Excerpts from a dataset
========================

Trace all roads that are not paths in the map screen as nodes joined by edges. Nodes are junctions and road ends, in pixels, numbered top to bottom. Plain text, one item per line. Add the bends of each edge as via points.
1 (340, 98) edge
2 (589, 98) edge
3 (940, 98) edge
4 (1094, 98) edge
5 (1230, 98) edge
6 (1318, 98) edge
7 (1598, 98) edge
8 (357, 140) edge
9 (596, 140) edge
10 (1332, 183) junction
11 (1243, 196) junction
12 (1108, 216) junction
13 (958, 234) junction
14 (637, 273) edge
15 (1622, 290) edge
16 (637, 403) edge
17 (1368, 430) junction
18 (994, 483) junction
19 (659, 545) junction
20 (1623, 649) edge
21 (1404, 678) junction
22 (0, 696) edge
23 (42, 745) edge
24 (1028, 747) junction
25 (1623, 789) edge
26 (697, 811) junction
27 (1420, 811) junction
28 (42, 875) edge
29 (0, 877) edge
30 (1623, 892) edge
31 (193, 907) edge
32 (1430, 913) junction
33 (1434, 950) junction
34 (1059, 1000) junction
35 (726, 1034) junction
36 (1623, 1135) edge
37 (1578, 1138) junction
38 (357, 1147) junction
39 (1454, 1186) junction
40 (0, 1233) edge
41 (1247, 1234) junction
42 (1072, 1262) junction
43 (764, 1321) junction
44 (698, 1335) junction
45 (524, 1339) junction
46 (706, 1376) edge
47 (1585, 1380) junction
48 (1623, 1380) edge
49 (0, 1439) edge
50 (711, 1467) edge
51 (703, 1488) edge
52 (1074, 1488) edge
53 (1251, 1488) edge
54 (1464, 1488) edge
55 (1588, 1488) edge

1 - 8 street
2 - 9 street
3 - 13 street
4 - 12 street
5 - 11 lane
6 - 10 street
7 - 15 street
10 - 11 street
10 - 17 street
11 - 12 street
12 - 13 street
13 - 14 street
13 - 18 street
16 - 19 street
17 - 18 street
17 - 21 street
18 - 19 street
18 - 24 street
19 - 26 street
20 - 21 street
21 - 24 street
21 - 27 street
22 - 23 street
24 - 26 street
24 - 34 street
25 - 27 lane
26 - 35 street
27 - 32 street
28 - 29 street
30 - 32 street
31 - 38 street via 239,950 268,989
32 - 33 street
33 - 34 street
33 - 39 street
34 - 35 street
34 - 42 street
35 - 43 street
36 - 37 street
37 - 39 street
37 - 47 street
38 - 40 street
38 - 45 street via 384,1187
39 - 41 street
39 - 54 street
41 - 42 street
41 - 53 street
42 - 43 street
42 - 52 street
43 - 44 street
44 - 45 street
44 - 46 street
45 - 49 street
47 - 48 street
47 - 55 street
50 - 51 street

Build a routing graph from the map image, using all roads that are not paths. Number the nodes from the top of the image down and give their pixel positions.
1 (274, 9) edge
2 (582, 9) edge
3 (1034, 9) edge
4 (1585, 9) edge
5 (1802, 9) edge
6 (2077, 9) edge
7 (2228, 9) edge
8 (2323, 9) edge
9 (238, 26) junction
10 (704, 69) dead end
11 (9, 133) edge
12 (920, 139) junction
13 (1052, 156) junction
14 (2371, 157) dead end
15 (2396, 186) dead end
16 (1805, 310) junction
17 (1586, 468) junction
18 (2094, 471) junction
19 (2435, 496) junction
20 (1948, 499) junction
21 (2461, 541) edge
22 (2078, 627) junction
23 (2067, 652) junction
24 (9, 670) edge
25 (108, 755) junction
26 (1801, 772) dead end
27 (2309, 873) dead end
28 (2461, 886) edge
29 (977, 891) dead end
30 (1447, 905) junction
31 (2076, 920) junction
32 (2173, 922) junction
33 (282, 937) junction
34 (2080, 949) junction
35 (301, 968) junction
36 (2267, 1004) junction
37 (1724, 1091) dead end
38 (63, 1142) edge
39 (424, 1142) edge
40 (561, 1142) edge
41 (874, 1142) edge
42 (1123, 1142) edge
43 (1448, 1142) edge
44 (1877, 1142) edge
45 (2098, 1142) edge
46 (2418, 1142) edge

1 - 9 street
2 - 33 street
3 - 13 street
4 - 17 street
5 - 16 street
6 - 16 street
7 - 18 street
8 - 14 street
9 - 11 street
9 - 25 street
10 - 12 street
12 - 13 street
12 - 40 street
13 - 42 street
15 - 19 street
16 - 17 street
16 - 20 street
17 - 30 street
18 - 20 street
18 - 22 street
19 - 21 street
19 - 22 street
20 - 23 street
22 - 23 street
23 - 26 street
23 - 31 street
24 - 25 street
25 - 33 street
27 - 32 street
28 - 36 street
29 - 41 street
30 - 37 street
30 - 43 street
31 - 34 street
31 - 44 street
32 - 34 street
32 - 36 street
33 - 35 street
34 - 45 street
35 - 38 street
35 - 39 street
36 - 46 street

========================

Required work: Among the lines above, please find those with "dead" and copy them.

Task response:
10 (704, 69) dead end
14 (2371, 157) dead end
15 (2396, 186) dead end
26 (1801, 772) dead end
27 (2309, 873) dead end
29 (977, 891) dead end
37 (1724, 1091) dead end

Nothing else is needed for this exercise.